● Task statement
Whenever a line in the data holds the string "Drayton", copy that line.

[Stored items]
- Opening Delimiter -

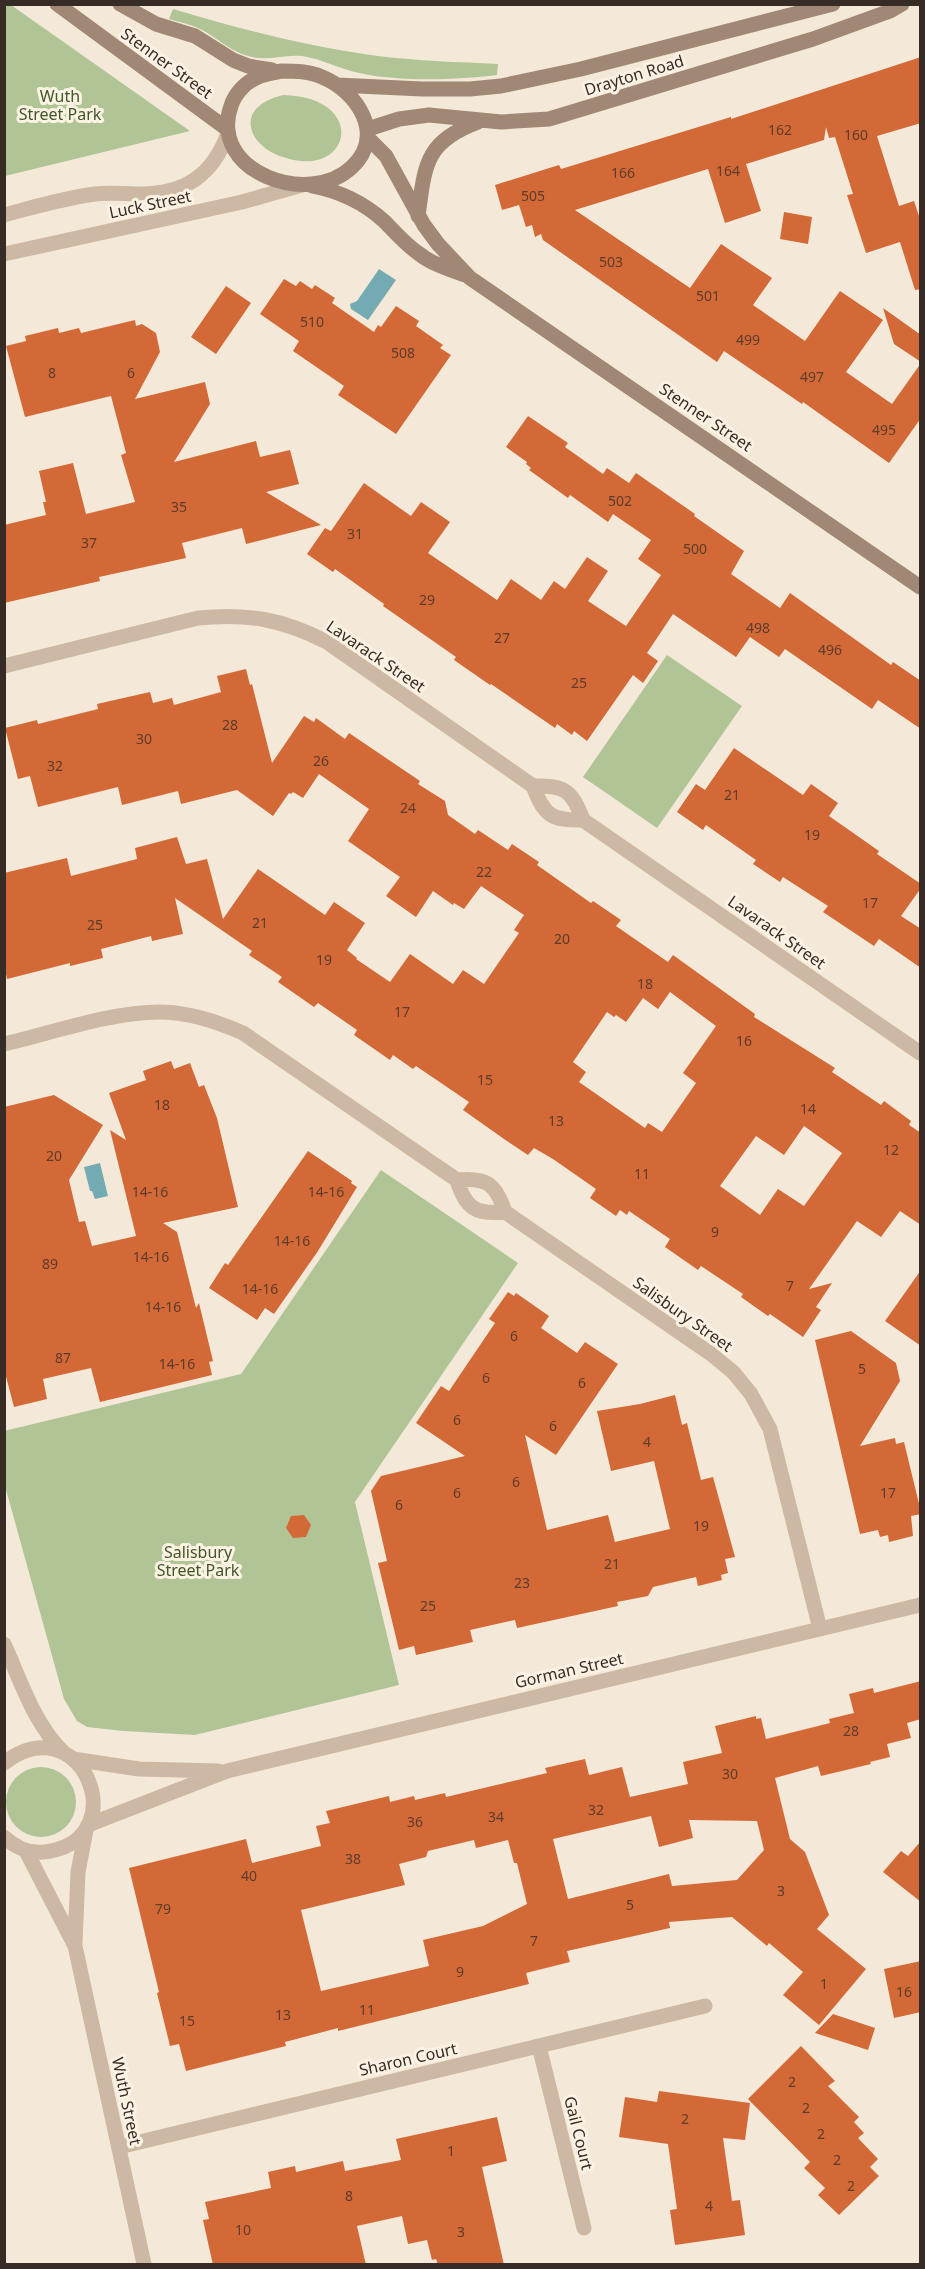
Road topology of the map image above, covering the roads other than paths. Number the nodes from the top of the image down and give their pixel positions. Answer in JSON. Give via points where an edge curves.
{"nodes":[{"id":1,"x":57,"y":4,"type":"edge"},
{"id":2,"x":120,"y":4,"type":"edge"},
{"id":3,"x":833,"y":4,"type":"edge"},
{"id":4,"x":902,"y":4,"type":"edge"},
{"id":5,"x":281,"y":71,"type":"junction"},
{"id":6,"x":337,"y":85,"type":"junction"},
{"id":7,"x":478,"y":122,"type":"junction"},
{"id":8,"x":228,"y":131,"type":"junction"},
{"id":9,"x":367,"y":133,"type":"junction"},
{"id":10,"x":303,"y":185,"type":"junction"},
{"id":11,"x":4,"y":215,"type":"edge"},
{"id":12,"x":418,"y":216,"type":"junction"},
{"id":13,"x":4,"y":254,"type":"edge"},
{"id":14,"x":470,"y":278,"type":"junction"},
{"id":15,"x":921,"y":587,"type":"edge"},
{"id":16,"x":4,"y":666,"type":"edge"},
{"id":17,"x":532,"y":786,"type":"junction"},
{"id":18,"x":583,"y":820,"type":"junction"},
{"id":19,"x":4,"y":1044,"type":"edge"},
{"id":20,"x":921,"y":1053,"type":"edge"},
{"id":21,"x":457,"y":1180,"type":"junction"},
{"id":22,"x":505,"y":1212,"type":"junction"},
{"id":23,"x":921,"y":1605,"type":"edge"},
{"id":24,"x":820,"y":1629,"type":"junction"},
{"id":25,"x":4,"y":1644,"type":"edge"},
{"id":26,"x":69,"y":1756,"type":"junction"},
{"id":27,"x":4,"y":1763,"type":"edge"},
{"id":28,"x":227,"y":1771,"type":"junction"},
{"id":29,"x":88,"y":1826,"type":"junction"},
{"id":30,"x":6,"y":1841,"type":"edge"},
{"id":31,"x":27,"y":1851,"type":"junction"},
{"id":32,"x":75,"y":1946,"type":"junction"},
{"id":33,"x":705,"y":2006,"type":"dead end"},
{"id":34,"x":539,"y":2046,"type":"junction"},
{"id":35,"x":119,"y":2147,"type":"junction"},
{"id":36,"x":584,"y":2228,"type":"dead end"},
{"id":37,"x":144,"y":2265,"type":"edge"}],
"edges":[{"from":1,"to":8,"type":"main road","name":"Stenner Street"},
{"from":2,"to":5,"type":"main road","name":"Stenner Street","via":[[148,21],[195,36],[240,63]]},
{"from":3,"to":6,"type":"main road","name":"Drayton Road","via":[[501,86],[423,89]]},
{"from":4,"to":7,"type":"main road","name":"Drayton Road","via":[[813,39],[579,111],[525,122]]},
{"from":5,"to":6,"type":"main road","via":[[321,76]]},
{"from":5,"to":8,"type":"main road","via":[[259,77],[233,98]]},
{"from":6,"to":9,"type":"main road","via":[[360,108]]},
{"from":7,"to":9,"type":"main road","name":"Drayton Road","via":[[429,115],[399,119]]},
{"from":7,"to":12,"type":"main road","via":[[447,136],[436,149],[423,180]]},
{"from":8,"to":10,"type":"main road","via":[[241,159],[255,170],[277,181]]},
{"from":8,"to":11,"type":"street","name":"Luck Street","via":[[210,168],[179,188],[160,193],[94,194]]},
{"from":9,"to":10,"type":"main road","via":[[360,157],[346,172],[319,184]]},
{"from":9,"to":12,"type":"main road","name":"Stenner Street","via":[[386,156]]},
{"from":10,"to":13,"type":"street","name":"Luck Street"},
{"from":10,"to":14,"type":"main road","name":"Stenner Street","via":[[356,201],[433,264]]},
{"from":12,"to":14,"type":"main road","name":"Stenner Street"},
{"from":14,"to":15,"type":"main road","name":"Stenner Street"},
{"from":16,"to":17,"type":"street","name":"Lavarack Street","via":[[198,618],[252,616],[278,621],[327,642]]},
{"from":17,"to":18,"type":"street","name":"Lavarack Street","via":[[550,815]]},
{"from":17,"to":18,"type":"street","name":"Lavarack Street","via":[[550,785],[567,791],[578,804]]},
{"from":18,"to":20,"type":"street","name":"Lavarack Street"},
{"from":19,"to":21,"type":"street","name":"Salisbury Street","via":[[131,1013],[188,1014],[217,1021],[243,1033]]},
{"from":21,"to":22,"type":"street","name":"Salisbury Street","via":[[489,1184],[500,1197]]},
{"from":21,"to":22,"type":"street","name":"Salisbury Street","via":[[461,1195],[473,1208],[489,1214]]},
{"from":22,"to":24,"type":"street","name":"Salisbury Street","via":[[711,1354],[751,1394],[776,1448]]},
{"from":23,"to":24,"type":"street","name":"Gorman Street"},
{"from":24,"to":28,"type":"street","name":"Gorman Street"},
{"from":25,"to":26,"type":"street","via":[[36,1716],[53,1743]]},
{"from":26,"to":27,"type":"street","name":"Gorman Street","via":[[49,1749],[32,1749]]},
{"from":26,"to":28,"type":"street","name":"Gorman Street","via":[[139,1769]]},
{"from":26,"to":29,"type":"street","name":"Wuth Street","via":[[86,1772],[93,1789],[94,1808]]},
{"from":28,"to":29,"type":"street","name":"Gorman Street"},
{"from":29,"to":31,"type":"street","via":[[61,1850]]},
{"from":29,"to":32,"type":"street","name":"Wuth Street","via":[[78,1872]]},
{"from":30,"to":31,"type":"street"},
{"from":31,"to":32,"type":"street","name":"Wuth Street"},
{"from":32,"to":35,"type":"street","name":"Wuth Street"},
{"from":33,"to":34,"type":"street","name":"Sharon Court"},
{"from":34,"to":35,"type":"street","name":"Sharon Court"},
{"from":34,"to":36,"type":"street","name":"Gail Court"},
{"from":35,"to":37,"type":"street","name":"Wuth Street"}]}
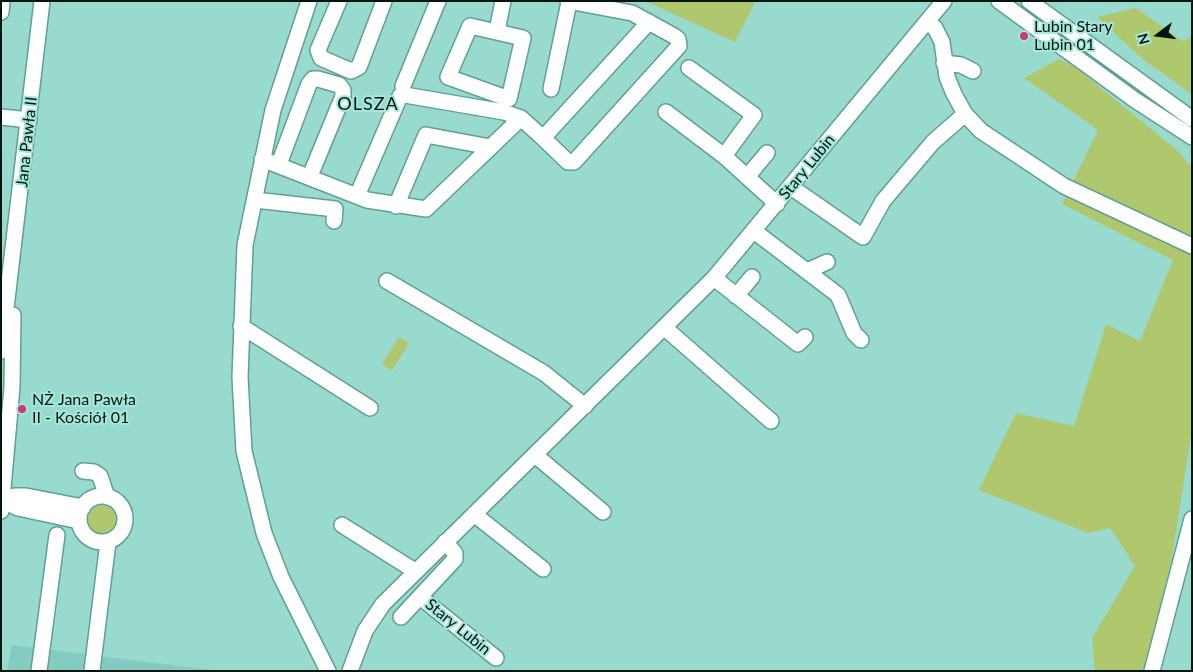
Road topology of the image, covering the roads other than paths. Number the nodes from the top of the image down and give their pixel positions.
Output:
1 (2, 1) edge
2 (42, 1) edge
3 (308, 1) edge
4 (338, 1) edge
5 (384, 1) edge
6 (438, 1) edge
7 (503, 1) edge
8 (569, 1) edge
9 (944, 1) edge
10 (999, 1) edge
11 (1029, 1) edge
12 (1, 12) edge
13 (649, 22) junction
14 (927, 22) junction
15 (498, 31) junction
16 (944, 63) junction
17 (689, 68) dead end
18 (973, 71) dead end
19 (403, 86) dead end
20 (551, 89) dead end
21 (666, 112) dead end
22 (965, 114) junction
23 (1, 117) edge
24 (521, 118) junction
25 (1192, 119) edge
26 (29, 120) junction
27 (1192, 137) edge
28 (543, 138) junction
29 (490, 147) junction
30 (767, 153) dead end
31 (724, 156) junction
32 (262, 159) junction
33 (279, 164) junction
34 (310, 176) junction
35 (748, 177) junction
36 (791, 187) junction
37 (358, 196) junction
38 (255, 200) junction
39 (777, 204) junction
40 (396, 206) junction
41 (334, 221) dead end
42 (754, 231) junction
43 (1192, 246) edge
44 (827, 262) dead end
45 (807, 271) junction
46 (752, 277) dead end
47 (714, 278) junction
48 (387, 280) dead end
49 (736, 296) junction
50 (6, 318) edge
51 (241, 326) junction
52 (665, 328) junction
53 (805, 338) dead end
54 (861, 340) dead end
55 (1, 351) edge
56 (585, 406) junction
57 (370, 408) dead end
58 (771, 421) dead end
59 (535, 455) junction
60 (2, 503) edge
61 (91, 506) junction
62 (603, 512) dead end
63 (474, 514) junction
64 (1192, 519) edge
65 (342, 525) dead end
66 (57, 535) dead end
67 (103, 542) junction
68 (446, 542) junction
69 (543, 569) dead end
70 (415, 572) junction
71 (420, 597) junction
72 (401, 617) dead end
73 (496, 658) dead end
74 (39, 671) edge
75 (92, 671) edge
76 (328, 671) edge
77 (350, 671) edge
78 (1152, 671) edge

1 - 12 street
2 - 26 street, Jana Pawła II
3 - 32 street
4 - 5 street
6 - 19 street
7 - 15 street
8 - 13 street
8 - 20 street
9 - 14 street, Stary Lubin
10 - 27 street
11 - 25 street
13 - 28 street
13 - 28 street
14 - 16 street
14 - 36 street, Stary Lubin
15 - 15 street
16 - 18 street
16 - 22 street
17 - 31 street
21 - 31 street
22 - 36 street
22 - 43 street
23 - 26 street
24 - 28 street
24 - 29 street
24 - 37 street
26 - 50 street, Jana Pawła II
29 - 40 street
29 - 40 street
30 - 35 street
31 - 35 street
32 - 33 street
32 - 38 street
33 - 34 street
33 - 34 street
34 - 37 street
35 - 39 street
36 - 39 street, Stary Lubin
37 - 40 street
38 - 41 street
38 - 51 street
39 - 42 street, Stary Lubin
42 - 45 street
42 - 47 street, Stary Lubin
44 - 45 street
45 - 54 street
46 - 49 street
47 - 49 street
47 - 52 street, Stary Lubin
48 - 56 street
49 - 53 street
50 - 55 street, Jana Pawła II
50 - 60 street, Jana Pawła II
51 - 57 street
51 - 76 street
52 - 56 street, Stary Lubin
52 - 58 street
56 - 59 street, Stary Lubin
59 - 62 street
59 - 63 street, Stary Lubin
60 - 61 street
61 - 67 street
61 - 67 street
63 - 68 street, Stary Lubin
63 - 69 street
64 - 78 street
65 - 70 street
66 - 74 street
67 - 75 street
68 - 70 street, Stary Lubin
68 - 71 street, Stary Lubin
70 - 77 street, Stary Lubin
71 - 72 street, Stary Lubin
71 - 73 street, Stary Lubin

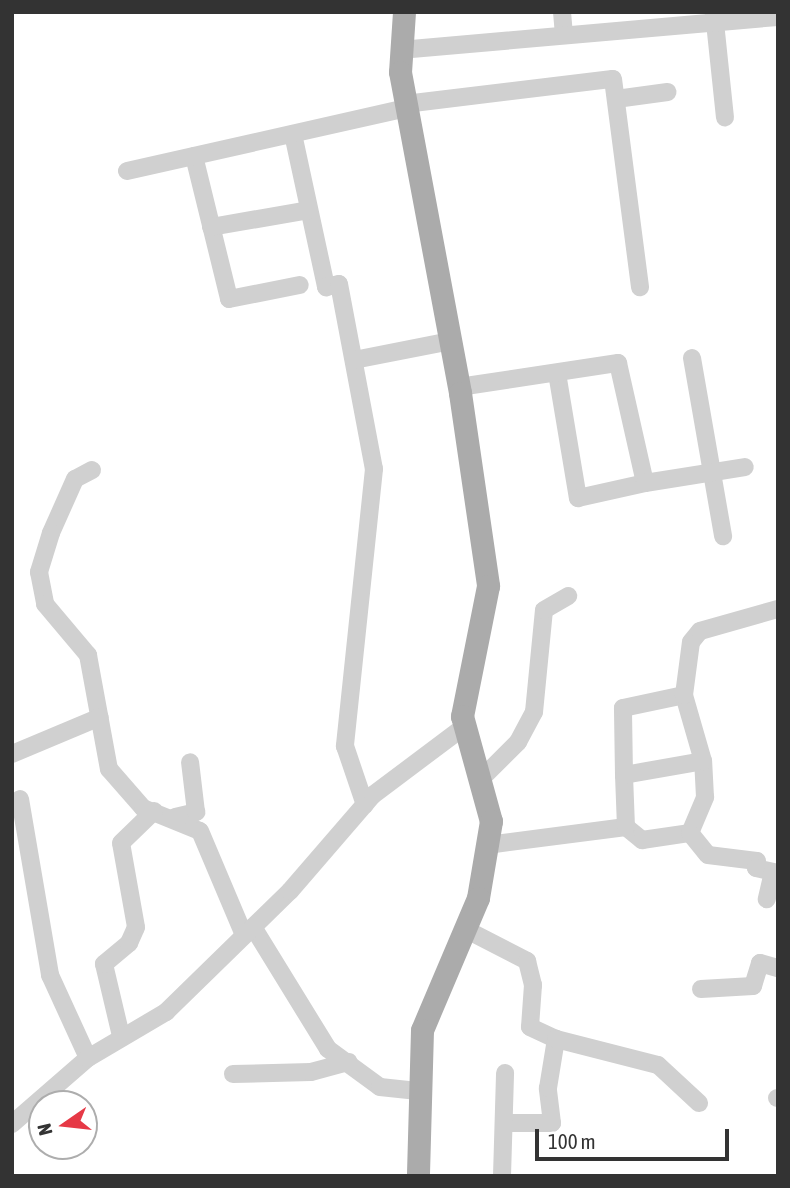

- Closing Delimiter -

● Answer to this problem
{"from":3,"to":6,"type":"main road","name":"Drayton Road","via":[[501,86],[423,89]]},
{"from":4,"to":7,"type":"main road","name":"Drayton Road","via":[[813,39],[579,111],[525,122]]},
{"from":7,"to":9,"type":"main road","name":"Drayton Road","via":[[429,115],[399,119]]},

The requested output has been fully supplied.